▶ Task item
Filter the listing down to the lines containing the word "dead".

┌─ Available records

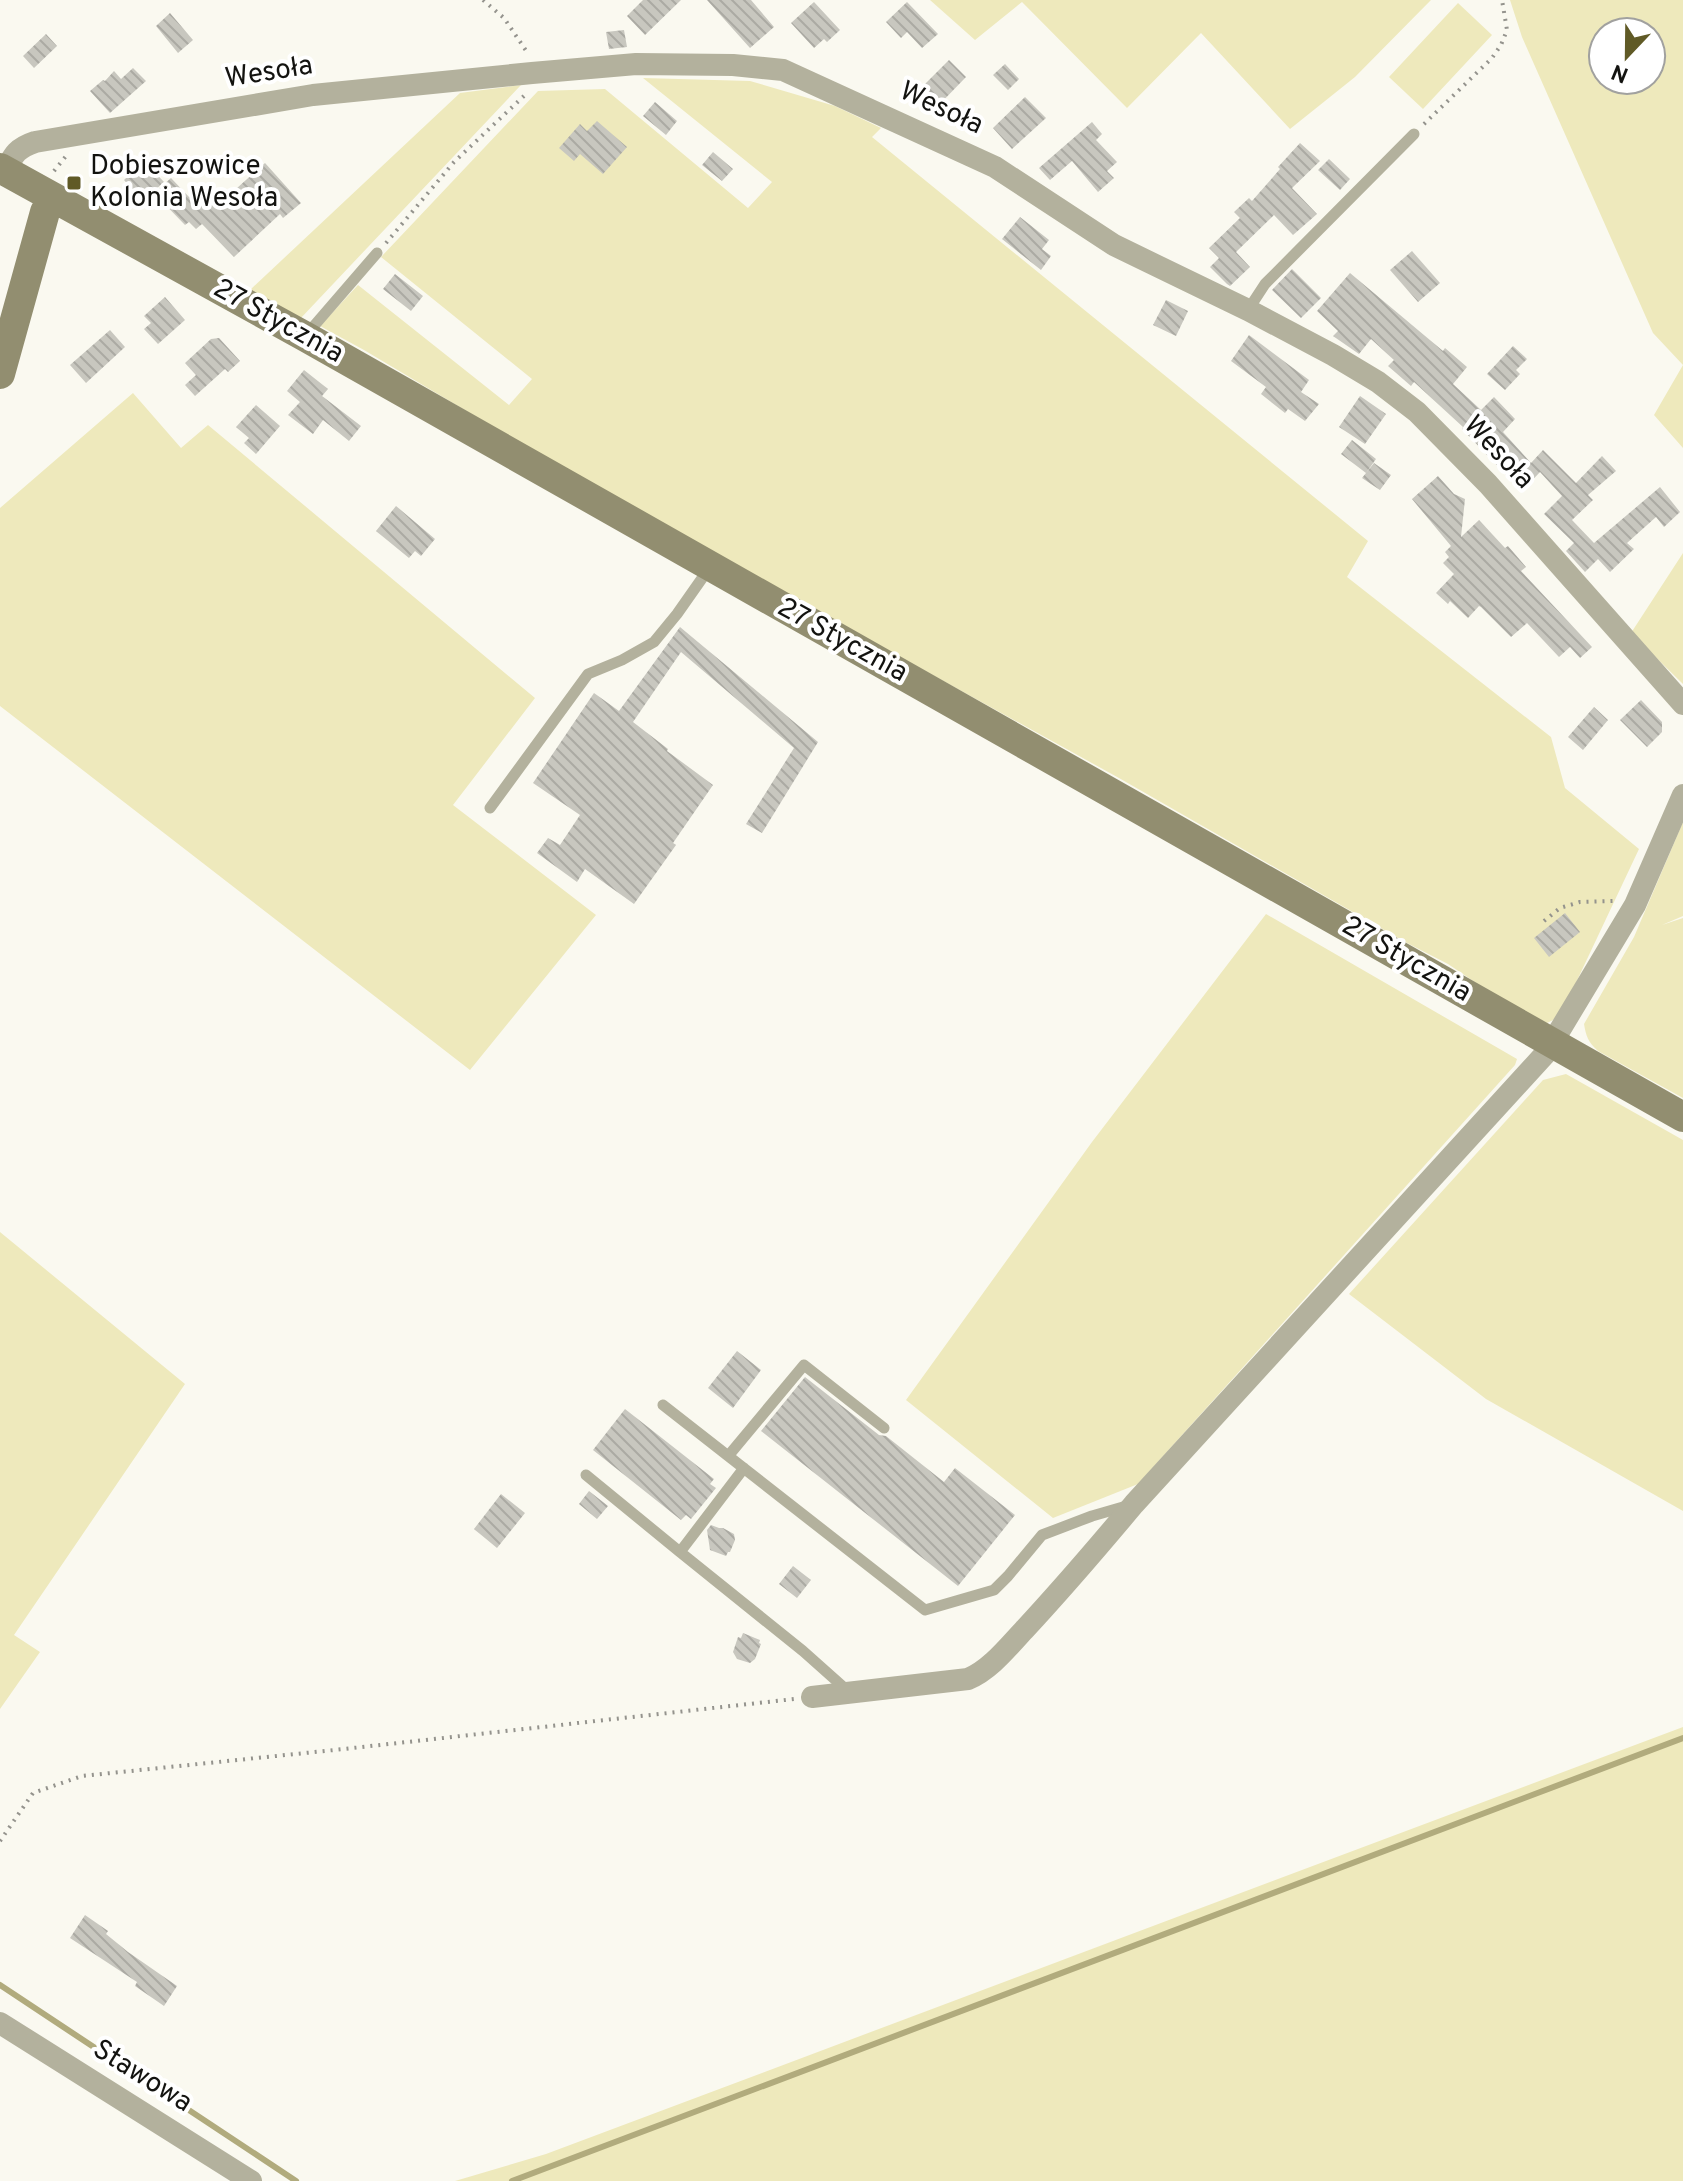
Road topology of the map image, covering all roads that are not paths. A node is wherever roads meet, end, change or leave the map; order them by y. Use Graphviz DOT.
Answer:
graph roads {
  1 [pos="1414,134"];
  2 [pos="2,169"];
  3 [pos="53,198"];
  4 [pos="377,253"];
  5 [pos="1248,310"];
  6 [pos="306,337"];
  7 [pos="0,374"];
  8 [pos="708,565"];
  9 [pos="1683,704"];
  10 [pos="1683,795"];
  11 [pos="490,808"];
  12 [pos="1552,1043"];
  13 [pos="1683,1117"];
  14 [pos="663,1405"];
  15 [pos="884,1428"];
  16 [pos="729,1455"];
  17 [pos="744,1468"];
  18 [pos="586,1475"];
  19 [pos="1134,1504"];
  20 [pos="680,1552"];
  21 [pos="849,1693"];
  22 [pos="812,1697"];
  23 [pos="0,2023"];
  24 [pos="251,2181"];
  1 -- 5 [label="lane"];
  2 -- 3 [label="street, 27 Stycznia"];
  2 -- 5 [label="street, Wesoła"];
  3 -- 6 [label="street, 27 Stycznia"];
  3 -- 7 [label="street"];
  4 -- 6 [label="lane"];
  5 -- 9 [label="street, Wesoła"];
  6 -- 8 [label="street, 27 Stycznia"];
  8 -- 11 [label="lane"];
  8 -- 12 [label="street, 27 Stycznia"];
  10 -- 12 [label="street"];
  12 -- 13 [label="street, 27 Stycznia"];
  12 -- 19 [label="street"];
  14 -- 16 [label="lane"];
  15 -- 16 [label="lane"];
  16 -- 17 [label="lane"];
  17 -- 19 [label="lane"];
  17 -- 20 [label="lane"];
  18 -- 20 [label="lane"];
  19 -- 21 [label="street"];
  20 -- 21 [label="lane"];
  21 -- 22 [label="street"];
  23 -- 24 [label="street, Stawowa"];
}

└─
┌─ Available records

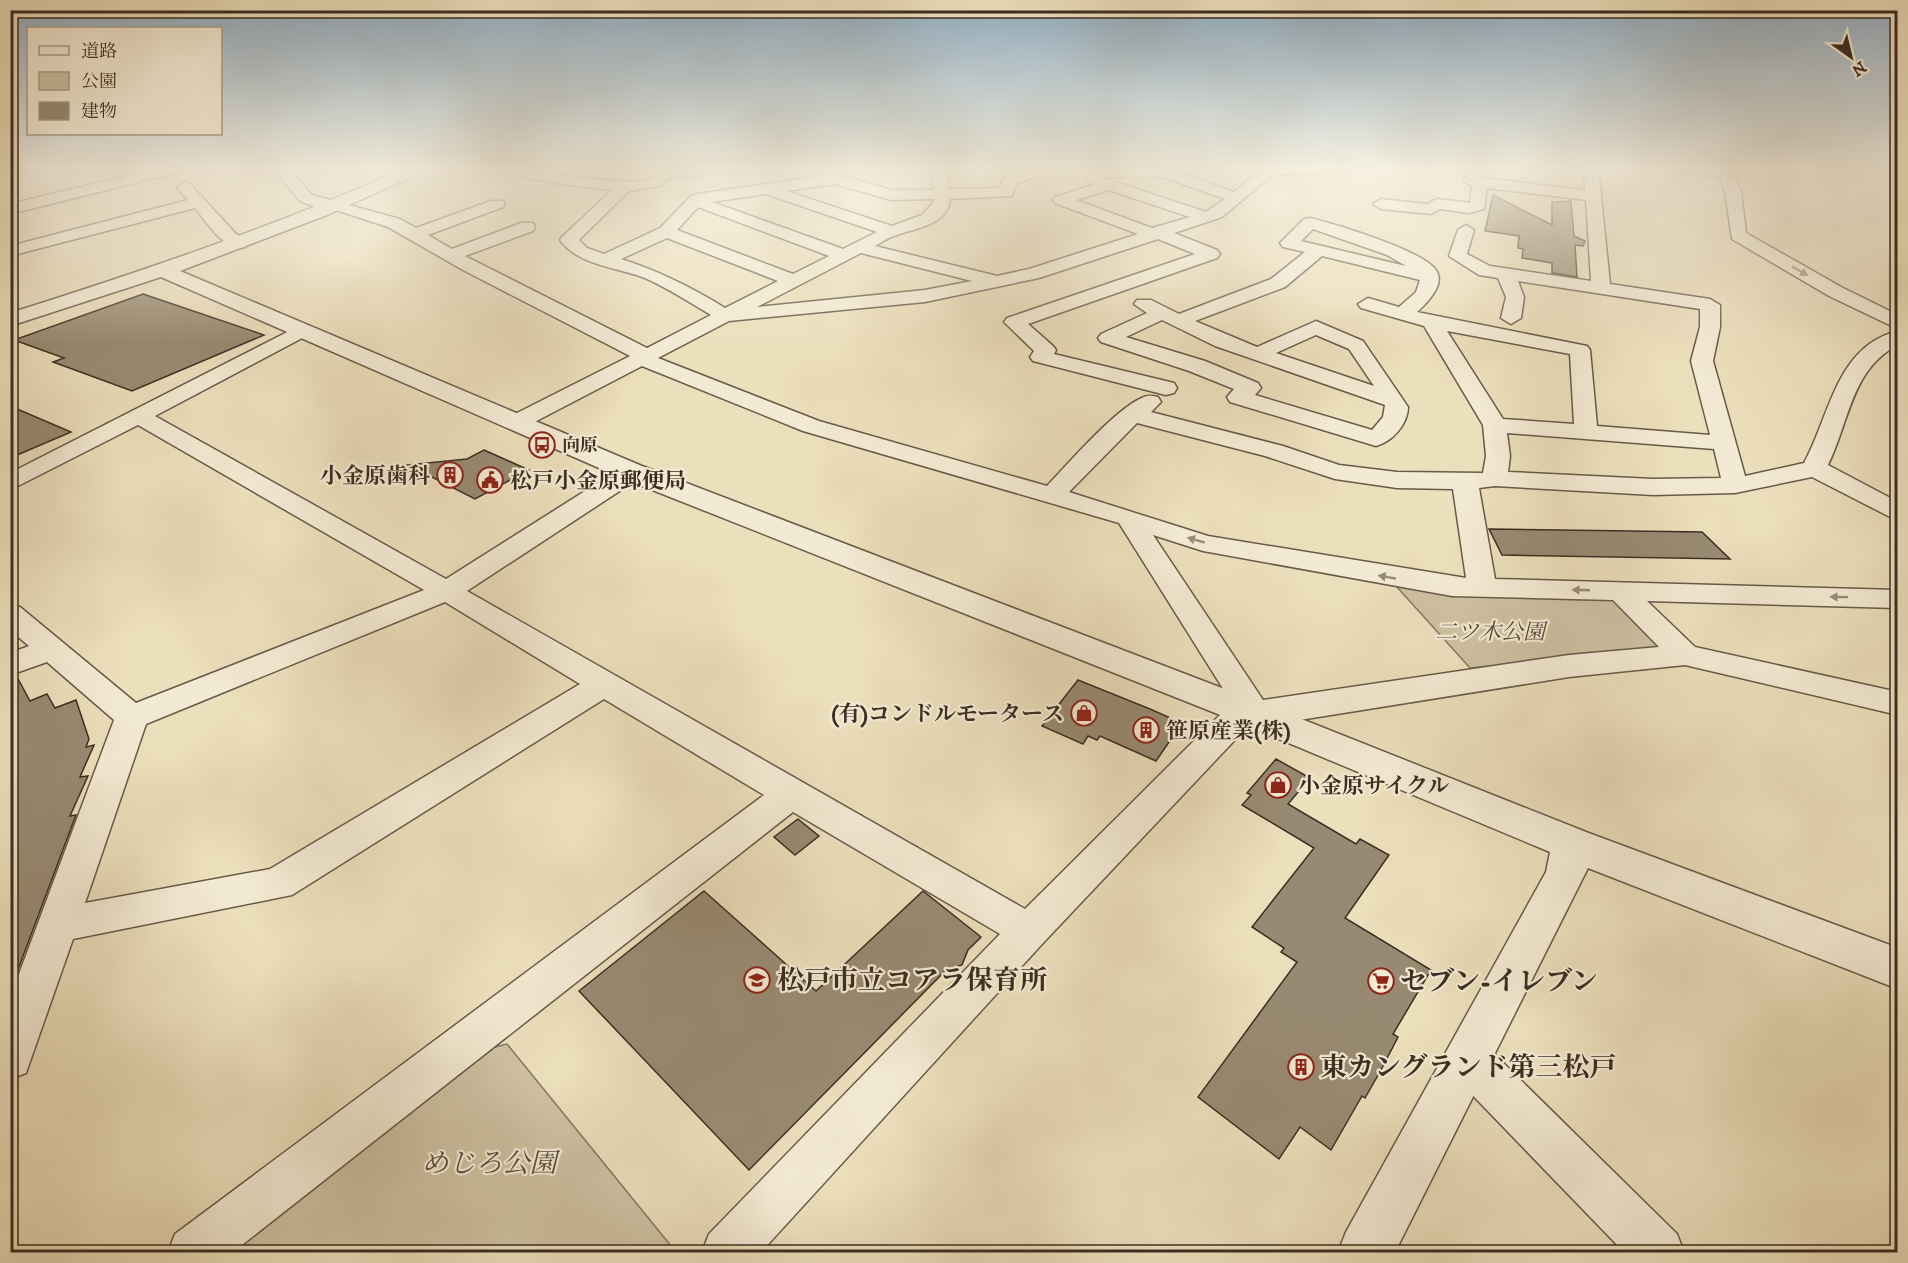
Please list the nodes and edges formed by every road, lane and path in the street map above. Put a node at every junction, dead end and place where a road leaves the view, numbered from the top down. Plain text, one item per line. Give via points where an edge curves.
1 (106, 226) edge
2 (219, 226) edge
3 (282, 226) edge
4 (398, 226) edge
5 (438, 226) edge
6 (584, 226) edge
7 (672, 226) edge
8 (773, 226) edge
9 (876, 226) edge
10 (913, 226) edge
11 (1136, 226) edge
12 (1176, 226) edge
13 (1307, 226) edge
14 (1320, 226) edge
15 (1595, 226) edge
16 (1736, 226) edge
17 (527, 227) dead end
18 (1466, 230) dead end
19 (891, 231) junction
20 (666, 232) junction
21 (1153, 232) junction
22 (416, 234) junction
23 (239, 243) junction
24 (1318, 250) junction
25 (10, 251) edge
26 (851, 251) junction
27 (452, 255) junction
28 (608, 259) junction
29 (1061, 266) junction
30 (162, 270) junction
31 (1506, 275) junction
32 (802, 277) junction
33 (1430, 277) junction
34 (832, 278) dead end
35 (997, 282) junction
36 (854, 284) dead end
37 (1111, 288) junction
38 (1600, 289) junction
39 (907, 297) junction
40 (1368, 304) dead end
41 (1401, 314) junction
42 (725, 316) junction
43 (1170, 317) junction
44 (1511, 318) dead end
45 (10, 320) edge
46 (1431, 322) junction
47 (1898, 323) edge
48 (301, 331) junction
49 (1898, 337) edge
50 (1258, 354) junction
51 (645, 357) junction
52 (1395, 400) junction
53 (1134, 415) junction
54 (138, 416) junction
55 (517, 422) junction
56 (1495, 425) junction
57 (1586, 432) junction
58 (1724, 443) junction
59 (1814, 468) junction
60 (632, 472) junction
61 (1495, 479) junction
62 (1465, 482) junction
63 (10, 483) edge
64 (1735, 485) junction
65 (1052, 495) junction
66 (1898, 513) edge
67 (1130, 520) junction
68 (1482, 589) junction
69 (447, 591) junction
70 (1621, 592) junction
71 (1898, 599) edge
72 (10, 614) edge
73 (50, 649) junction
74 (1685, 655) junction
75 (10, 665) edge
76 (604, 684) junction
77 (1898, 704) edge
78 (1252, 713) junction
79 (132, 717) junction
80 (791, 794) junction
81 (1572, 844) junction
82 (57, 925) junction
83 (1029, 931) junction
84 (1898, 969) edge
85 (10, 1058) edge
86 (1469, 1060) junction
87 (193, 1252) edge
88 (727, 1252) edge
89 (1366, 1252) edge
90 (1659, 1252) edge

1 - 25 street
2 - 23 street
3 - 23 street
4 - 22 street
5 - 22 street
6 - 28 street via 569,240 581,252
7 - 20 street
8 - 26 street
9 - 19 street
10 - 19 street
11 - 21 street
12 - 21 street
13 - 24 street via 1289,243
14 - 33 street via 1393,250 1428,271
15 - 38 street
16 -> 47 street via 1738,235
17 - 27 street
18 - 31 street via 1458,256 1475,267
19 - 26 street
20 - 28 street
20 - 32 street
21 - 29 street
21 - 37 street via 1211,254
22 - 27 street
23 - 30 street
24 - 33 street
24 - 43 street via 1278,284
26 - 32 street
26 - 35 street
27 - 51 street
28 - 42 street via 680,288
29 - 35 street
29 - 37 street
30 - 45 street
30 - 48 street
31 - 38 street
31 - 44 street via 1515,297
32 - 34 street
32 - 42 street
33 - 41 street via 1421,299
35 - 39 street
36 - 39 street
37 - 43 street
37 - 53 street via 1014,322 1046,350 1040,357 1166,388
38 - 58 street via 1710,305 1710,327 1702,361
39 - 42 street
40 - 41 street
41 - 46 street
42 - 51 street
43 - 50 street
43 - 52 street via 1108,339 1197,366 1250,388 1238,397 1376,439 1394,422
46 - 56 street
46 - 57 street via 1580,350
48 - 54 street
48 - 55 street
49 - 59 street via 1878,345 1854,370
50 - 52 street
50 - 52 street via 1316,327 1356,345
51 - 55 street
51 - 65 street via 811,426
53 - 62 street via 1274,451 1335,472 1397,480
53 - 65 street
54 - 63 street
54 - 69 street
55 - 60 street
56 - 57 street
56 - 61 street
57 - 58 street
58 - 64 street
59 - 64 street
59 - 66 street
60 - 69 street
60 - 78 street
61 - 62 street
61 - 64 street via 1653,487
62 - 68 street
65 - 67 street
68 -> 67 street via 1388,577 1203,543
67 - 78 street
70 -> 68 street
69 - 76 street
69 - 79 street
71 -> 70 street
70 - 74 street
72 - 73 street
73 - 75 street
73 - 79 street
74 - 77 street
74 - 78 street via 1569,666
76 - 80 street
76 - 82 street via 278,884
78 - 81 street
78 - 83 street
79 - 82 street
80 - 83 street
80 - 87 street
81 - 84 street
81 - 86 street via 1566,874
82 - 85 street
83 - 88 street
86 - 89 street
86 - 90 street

└─

▶ Answer box
Please list the nodes and edges formed by every road, lane and path in the street map above. Put a node at every junction, dead end and place where a road leaves the view, numbered from the top down. Plain text, one item per line. Give via points where an edge curves.
17 (527, 227) dead end
18 (1466, 230) dead end
34 (832, 278) dead end
36 (854, 284) dead end
40 (1368, 304) dead end
44 (1511, 318) dead end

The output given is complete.